U.S. growth stocks significantly outperformed value stocks, although value stocks still generated solid gains.
Performance
The Fund’s relative exposure to American Express Co., SEI Investments Co. and The Carlyle Group Inc. had a positive impact on performance. The Fund’s relative exposure to Polaris Inc., Biogen Inc. and Harley-Davidson Inc. was negative for performance.
American Express Co.’s third-quarter revenue increased by 8% year over year. The company’s investment in establishing its brand as a high-end consumer spending platform is helping to strengthen its competitive position. SEI Investments Co.’s operating margin improved to 27% from 23% a year ago, with all segments showing growth. The Carlyle Group Inc. was supported by strategic initiatives, including new leadership and a realigned compensation model.
Polaris Inc. faced a challenging environment for power sports equipment, which the company expects to continue in 2025. Biogen Inc.’s earnings beat expectations, but revenue fell 3% year over year. Concerns also grew about the slow launch of a new drug for Alzheimer’s disease. Shares of Harley-Davidson Inc. fell with North American and global retail sales declining.

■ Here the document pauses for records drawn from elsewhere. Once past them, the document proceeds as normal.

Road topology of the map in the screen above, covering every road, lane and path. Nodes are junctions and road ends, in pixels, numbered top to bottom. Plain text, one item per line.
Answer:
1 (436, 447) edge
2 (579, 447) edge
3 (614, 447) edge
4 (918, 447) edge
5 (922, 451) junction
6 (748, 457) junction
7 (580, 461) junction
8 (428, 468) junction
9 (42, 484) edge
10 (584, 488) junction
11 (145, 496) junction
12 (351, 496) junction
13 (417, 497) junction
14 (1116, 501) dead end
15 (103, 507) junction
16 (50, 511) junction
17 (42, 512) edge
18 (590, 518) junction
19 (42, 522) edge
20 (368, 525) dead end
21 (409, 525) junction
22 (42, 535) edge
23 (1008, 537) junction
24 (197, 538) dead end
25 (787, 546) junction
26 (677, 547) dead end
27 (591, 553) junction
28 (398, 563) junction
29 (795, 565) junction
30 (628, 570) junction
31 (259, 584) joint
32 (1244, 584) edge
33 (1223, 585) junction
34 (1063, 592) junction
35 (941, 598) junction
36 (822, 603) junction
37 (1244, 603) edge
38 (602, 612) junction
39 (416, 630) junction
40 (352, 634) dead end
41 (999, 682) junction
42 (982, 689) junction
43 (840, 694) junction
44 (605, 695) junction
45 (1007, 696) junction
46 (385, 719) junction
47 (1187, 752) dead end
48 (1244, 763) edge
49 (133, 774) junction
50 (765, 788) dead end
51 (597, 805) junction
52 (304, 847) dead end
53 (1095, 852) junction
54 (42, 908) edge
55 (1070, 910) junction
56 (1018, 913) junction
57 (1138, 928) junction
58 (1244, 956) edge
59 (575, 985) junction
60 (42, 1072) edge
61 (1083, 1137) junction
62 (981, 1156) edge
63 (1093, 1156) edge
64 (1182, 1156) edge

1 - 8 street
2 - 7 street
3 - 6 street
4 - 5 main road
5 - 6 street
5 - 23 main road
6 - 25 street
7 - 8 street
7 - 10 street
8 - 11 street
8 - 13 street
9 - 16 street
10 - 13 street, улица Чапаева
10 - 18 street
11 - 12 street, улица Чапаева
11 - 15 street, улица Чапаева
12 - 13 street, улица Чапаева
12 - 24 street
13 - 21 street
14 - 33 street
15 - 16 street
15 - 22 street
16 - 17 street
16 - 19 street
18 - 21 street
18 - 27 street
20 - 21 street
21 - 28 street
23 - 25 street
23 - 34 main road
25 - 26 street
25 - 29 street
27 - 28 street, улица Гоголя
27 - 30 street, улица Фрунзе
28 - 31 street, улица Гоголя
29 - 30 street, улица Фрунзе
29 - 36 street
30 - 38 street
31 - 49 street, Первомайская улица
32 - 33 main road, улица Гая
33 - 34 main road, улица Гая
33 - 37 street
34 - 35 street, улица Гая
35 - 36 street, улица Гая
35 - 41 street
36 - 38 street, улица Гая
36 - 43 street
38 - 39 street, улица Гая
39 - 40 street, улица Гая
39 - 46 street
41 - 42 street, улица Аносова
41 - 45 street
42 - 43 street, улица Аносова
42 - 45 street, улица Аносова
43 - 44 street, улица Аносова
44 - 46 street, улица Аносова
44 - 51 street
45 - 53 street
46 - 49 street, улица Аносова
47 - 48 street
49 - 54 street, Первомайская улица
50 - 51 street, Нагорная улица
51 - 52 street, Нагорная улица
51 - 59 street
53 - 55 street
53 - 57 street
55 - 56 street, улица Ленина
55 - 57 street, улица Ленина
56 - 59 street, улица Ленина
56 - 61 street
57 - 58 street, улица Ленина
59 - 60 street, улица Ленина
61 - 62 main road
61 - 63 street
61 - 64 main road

At the sector level, stock selection in financials and industrials had a positive impact on performance. Having no exposure to the real estate, utilities and energy sectors also positively impacted performance.
Stock selection in the consumer discretionary and communication services sectors had a negative impact on performance. Stock selection in and an underweight exposure to information technology had a negative impact. Stock selection in and overweight exposures to the underperforming health care and consumer staples sectors also negatively impacted performance.
The sub-advisor added Medtronic PLC and Chubb Ltd. to the Fund. Merck & Co. Inc., Omnicom Group Inc., Qualcomm Inc. and Amgen Inc. were increased.
The sub-advisor decreased BlackRock Inc., SEI Investments Co., The Carlyle Group Inc., Flowserve Corp., Tempur Sealy International Inc. and Kellanova.
Outlook
After a second consecutive year of strong returns, the sub-advisor believes market valuations appear extended. Additionally, concentration within the U.S. equity market is extreme with 10 companies accounting for over a third of the S&P 500 Index.
Given expectations for revenue acceleration, margin expansion and earnings growth, the sub-advisor anticipates continued equity market volatility. Should earnings announcements fall short of high expectations, the market could decline. The sub-advisor believes this risk is elevated for growth stocks, and across the information technology, communication services and consumer discretionary sectors.
The Fund continues to offer a mix of quality and value characteristics. It maintains diverse exposure across the information technology, financials, health care and consumer discretionary sectors.